New York, NY (Top40 Charts) Today, modern pop culture legend and LGBTQ+ groundbreaker Trixie Mattel has raised the bar a notch higher on an already accomplished career with her reinterpretation of Lana Del Rey's powerhouse debut single and now-iconic 2010s indie ballad "
Video Games". With her signature autoharp in-hand, Mattel speeds up the tempo and trades the orchestral grandiosity of the original for a lonesome western whistling and an arrangement forged in the fires of classic mournful country and Americana.
The video, which drops today, combines the iconic melodrama of its source material with Trixie's patented life-size Barbie style as imagery of cowboys, horses and classic videos games are projected over her, serving as an allusion to the grainy footage, vintage montage aesthetic of Lana Del Rey's original video.
In a feature with Consequence of Sound, Mattel sites numerous influences that spurred her reinterpretation of the track, including the cinematic vibes of films like Kill Bill Vol. 2 and Fantasia, classic toy commercials, Pioneertown (an unincorporated "classic western" town in the San Bernardino desert that often serves as the location for film shoots), and the beautiful yet melancholy nature of living in Los Angeles this past summer.
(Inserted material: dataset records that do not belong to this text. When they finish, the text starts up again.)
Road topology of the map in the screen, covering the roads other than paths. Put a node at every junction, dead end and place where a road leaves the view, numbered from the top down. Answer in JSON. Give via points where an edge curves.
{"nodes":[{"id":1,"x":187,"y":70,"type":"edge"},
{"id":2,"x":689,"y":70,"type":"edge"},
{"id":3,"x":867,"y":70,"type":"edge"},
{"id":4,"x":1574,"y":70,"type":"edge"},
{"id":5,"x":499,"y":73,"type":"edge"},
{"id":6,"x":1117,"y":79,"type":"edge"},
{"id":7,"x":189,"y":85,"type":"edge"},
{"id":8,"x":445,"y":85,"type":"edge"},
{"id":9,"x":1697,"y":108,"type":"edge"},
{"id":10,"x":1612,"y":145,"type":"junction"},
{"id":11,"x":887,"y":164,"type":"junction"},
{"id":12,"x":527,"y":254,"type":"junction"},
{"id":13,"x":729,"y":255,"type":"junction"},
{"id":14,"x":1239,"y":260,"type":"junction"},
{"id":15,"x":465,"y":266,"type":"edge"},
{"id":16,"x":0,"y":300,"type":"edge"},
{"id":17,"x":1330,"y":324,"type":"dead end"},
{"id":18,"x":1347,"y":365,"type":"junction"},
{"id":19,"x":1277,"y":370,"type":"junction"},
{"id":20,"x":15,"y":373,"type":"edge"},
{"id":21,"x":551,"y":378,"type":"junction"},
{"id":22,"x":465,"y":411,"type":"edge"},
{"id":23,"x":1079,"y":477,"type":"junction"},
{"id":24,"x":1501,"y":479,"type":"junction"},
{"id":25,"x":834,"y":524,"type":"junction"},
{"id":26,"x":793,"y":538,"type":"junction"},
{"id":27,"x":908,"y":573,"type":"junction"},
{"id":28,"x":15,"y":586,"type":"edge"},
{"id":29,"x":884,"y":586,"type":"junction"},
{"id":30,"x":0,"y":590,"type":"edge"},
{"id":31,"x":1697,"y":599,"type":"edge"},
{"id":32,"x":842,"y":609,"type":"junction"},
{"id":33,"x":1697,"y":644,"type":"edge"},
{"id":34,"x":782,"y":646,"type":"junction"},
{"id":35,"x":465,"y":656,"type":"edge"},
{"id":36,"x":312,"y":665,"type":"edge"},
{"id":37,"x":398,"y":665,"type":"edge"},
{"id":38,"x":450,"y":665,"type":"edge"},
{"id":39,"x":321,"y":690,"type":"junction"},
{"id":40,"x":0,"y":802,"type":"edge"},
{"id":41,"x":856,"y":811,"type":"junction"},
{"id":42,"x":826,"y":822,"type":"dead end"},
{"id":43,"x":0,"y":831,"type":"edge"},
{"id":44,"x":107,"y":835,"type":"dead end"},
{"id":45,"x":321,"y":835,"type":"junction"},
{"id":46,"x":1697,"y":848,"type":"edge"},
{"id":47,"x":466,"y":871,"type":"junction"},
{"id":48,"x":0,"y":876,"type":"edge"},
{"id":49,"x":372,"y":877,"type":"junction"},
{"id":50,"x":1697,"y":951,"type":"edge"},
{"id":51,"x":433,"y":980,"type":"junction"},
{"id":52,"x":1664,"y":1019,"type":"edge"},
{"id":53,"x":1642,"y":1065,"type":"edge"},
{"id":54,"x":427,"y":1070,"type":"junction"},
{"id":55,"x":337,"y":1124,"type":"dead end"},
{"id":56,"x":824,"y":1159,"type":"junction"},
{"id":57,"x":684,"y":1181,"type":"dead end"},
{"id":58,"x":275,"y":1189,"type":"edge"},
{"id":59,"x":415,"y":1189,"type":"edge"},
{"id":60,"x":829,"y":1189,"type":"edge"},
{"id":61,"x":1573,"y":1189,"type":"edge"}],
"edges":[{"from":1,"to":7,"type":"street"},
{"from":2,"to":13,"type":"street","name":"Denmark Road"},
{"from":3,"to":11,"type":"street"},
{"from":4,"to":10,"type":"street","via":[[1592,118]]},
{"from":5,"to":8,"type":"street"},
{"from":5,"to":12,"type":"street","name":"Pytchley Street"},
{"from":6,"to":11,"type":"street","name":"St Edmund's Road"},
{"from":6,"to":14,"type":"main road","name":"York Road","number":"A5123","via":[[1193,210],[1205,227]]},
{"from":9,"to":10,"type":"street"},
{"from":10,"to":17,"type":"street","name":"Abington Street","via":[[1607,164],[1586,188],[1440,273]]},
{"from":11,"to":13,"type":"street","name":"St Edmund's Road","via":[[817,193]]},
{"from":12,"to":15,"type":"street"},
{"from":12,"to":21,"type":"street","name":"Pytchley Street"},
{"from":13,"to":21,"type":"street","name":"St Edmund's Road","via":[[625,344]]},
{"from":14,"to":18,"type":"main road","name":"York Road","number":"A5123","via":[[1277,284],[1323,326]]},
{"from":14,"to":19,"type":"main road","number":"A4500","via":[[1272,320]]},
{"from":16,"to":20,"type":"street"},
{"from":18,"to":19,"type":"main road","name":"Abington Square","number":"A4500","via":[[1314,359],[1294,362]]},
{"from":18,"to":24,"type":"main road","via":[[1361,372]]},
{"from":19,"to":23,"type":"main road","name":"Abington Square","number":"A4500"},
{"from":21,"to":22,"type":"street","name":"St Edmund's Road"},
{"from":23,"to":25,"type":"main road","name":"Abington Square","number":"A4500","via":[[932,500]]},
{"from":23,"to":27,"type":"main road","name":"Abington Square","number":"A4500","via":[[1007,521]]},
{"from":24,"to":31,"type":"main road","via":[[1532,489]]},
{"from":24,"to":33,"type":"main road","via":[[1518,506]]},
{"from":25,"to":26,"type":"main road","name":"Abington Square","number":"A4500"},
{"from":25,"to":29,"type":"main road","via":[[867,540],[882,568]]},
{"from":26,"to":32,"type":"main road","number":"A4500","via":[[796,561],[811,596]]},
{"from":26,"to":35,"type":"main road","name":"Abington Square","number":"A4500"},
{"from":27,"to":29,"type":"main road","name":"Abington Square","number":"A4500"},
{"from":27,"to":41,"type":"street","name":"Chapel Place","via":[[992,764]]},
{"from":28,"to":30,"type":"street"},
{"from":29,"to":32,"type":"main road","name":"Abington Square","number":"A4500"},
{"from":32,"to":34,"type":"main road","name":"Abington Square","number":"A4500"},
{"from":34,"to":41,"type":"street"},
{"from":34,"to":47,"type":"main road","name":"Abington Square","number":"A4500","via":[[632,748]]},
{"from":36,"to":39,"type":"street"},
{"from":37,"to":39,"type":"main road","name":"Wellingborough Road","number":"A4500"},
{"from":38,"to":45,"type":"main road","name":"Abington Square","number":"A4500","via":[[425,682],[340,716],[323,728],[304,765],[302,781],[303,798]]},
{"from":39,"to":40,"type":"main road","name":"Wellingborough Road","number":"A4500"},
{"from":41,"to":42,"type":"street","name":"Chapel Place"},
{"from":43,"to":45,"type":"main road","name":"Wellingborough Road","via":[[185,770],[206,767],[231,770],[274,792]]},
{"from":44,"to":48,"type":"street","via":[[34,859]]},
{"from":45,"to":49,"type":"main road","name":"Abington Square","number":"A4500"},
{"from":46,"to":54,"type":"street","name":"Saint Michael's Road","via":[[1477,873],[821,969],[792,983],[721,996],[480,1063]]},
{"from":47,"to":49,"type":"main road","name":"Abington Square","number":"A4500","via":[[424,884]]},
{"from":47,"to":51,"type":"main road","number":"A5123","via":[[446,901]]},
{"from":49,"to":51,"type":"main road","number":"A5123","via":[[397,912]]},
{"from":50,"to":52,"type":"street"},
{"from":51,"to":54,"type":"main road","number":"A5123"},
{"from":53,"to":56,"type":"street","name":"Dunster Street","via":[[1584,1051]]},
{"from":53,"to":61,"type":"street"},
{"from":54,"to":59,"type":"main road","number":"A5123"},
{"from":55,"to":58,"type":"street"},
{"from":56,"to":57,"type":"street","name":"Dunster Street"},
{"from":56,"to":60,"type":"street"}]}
Over the past few years, Trixie Mattel has become a trailblazer in the pop culture universe, redefining what it means to be a "drag queen" by releasing three acclaimed, charting albums ('Two Birds', 'One Stone', and most recently, 2020's 'Barbara'), launching a successful cosmetics company Trixie Cosmetics that has flourished even amidst the global pandemic, co-authoring the NY Times Best Seller "Trixie and Katya's Guide To
Modern Womanhood", raising over $100k for numerous charities and organizations in 2020 through her "Twitch Tuesday" video game livestreams, and becoming a celebrated touring and YouTube comedienne (best known for the wildly popular "UNHhhh " and the Netflix-produced "I Like to Watch" series), all while winning the third season of RuPaul's Drag Race All Stars.
Trixie Mattel has brought her one-of-a-kind sense of humor, and visual aesthetic (which has inspired countless makeup artists and performers) to Jimmy Kimmel Live!, the MTV Movie & TV Awards, The Tribeca Film Festival (supporting her documentary "Moving Parts"), and sold-out stages across the globe. On top of her own curated YouTube content, she has also partnered with a seemingly never-ending list of media brands and outlets to create content that has clocked in millions upon millions of views including GQ, Rolling Stone, Vogue, Entertainment Weekly, Bon Appétit, Polygon, Elle, Good Housekeeping, BuzzFeed, The Onion A.V. Club and more.